### To do:
Below are the entries; return every line among them that holds the word "edges".

Stored items:
- - - - - - -

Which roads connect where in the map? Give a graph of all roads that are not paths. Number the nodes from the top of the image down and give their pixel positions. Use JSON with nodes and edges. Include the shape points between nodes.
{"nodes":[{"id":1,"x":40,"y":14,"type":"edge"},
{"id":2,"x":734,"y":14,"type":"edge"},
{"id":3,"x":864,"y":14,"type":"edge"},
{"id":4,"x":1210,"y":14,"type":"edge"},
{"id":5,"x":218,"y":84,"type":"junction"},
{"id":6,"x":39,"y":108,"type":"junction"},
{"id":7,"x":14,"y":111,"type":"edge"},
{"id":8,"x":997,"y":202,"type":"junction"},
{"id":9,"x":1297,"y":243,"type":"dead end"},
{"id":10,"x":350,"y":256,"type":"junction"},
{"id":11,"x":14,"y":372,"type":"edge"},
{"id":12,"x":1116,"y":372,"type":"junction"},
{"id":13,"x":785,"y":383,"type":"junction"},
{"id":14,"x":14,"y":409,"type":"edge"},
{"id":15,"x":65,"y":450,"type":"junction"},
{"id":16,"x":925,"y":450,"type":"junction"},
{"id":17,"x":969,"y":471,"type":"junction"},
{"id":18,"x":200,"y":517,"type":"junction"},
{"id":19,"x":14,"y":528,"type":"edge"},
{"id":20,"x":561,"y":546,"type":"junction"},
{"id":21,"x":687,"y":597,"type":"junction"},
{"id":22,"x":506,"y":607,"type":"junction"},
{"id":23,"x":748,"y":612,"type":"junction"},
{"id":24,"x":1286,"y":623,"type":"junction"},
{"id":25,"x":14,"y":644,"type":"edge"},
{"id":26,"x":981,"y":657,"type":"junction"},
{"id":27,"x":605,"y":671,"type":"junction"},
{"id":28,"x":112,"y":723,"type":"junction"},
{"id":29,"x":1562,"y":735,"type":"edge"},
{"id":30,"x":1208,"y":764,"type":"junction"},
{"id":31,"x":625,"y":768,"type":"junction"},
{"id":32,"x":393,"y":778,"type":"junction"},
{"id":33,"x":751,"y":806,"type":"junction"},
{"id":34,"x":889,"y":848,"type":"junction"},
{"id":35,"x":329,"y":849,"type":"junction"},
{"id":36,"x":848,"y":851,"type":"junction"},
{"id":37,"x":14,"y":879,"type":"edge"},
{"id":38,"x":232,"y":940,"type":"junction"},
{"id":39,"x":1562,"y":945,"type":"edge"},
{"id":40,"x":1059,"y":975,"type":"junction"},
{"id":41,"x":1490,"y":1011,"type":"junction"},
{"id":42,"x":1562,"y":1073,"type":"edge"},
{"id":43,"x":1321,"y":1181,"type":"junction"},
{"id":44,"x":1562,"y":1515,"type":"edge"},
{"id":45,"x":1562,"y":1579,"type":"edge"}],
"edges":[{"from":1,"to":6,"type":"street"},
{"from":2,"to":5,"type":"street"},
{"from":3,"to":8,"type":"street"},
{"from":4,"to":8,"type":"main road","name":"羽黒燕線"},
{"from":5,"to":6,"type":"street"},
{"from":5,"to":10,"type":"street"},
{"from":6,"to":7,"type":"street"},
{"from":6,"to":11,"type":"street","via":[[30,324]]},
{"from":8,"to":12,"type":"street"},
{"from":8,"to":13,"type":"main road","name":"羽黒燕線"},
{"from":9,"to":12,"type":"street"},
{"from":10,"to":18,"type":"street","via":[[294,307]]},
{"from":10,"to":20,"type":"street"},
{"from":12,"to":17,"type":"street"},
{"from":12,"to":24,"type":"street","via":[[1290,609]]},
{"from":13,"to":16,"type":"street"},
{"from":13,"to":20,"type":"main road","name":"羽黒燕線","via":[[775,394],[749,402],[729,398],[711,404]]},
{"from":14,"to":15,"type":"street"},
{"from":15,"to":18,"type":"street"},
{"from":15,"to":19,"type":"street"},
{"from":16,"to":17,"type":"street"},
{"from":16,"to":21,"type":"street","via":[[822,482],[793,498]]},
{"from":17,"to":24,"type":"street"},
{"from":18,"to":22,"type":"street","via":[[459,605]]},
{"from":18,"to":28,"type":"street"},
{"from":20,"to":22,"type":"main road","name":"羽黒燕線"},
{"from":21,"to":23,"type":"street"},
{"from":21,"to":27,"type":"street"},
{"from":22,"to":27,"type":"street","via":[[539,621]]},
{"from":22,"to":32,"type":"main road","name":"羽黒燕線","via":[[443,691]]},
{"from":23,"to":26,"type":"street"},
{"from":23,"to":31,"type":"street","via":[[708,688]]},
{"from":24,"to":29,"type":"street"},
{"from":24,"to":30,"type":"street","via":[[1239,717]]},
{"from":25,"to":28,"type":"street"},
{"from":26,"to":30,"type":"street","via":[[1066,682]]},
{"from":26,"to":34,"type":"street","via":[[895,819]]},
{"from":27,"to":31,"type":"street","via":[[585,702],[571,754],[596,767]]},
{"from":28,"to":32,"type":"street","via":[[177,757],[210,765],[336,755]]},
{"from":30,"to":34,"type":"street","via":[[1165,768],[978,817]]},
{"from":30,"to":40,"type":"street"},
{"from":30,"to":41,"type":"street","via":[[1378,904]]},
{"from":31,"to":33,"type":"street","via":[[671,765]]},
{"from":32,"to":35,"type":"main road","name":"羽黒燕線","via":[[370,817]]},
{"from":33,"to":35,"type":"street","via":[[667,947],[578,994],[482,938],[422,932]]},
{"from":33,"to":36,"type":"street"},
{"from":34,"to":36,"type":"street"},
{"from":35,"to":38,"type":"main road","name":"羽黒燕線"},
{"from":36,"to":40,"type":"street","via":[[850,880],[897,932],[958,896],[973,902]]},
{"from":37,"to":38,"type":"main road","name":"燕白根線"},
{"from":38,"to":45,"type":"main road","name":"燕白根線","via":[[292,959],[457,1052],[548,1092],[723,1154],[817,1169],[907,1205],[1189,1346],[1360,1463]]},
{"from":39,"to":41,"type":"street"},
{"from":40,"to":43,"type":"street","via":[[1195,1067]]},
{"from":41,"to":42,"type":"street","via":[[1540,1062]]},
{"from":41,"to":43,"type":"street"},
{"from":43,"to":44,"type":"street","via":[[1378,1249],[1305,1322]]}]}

- - - - - - -

### Answer box:
Which roads connect where in the map? Give a graph of all roads that are not paths. Number the nodes from the top of the image down and give their pixel positions. Use JSON with nodes and edges. Include the shape points between nodes.
"edges":[{"from":1,"to":6,"type":"street"},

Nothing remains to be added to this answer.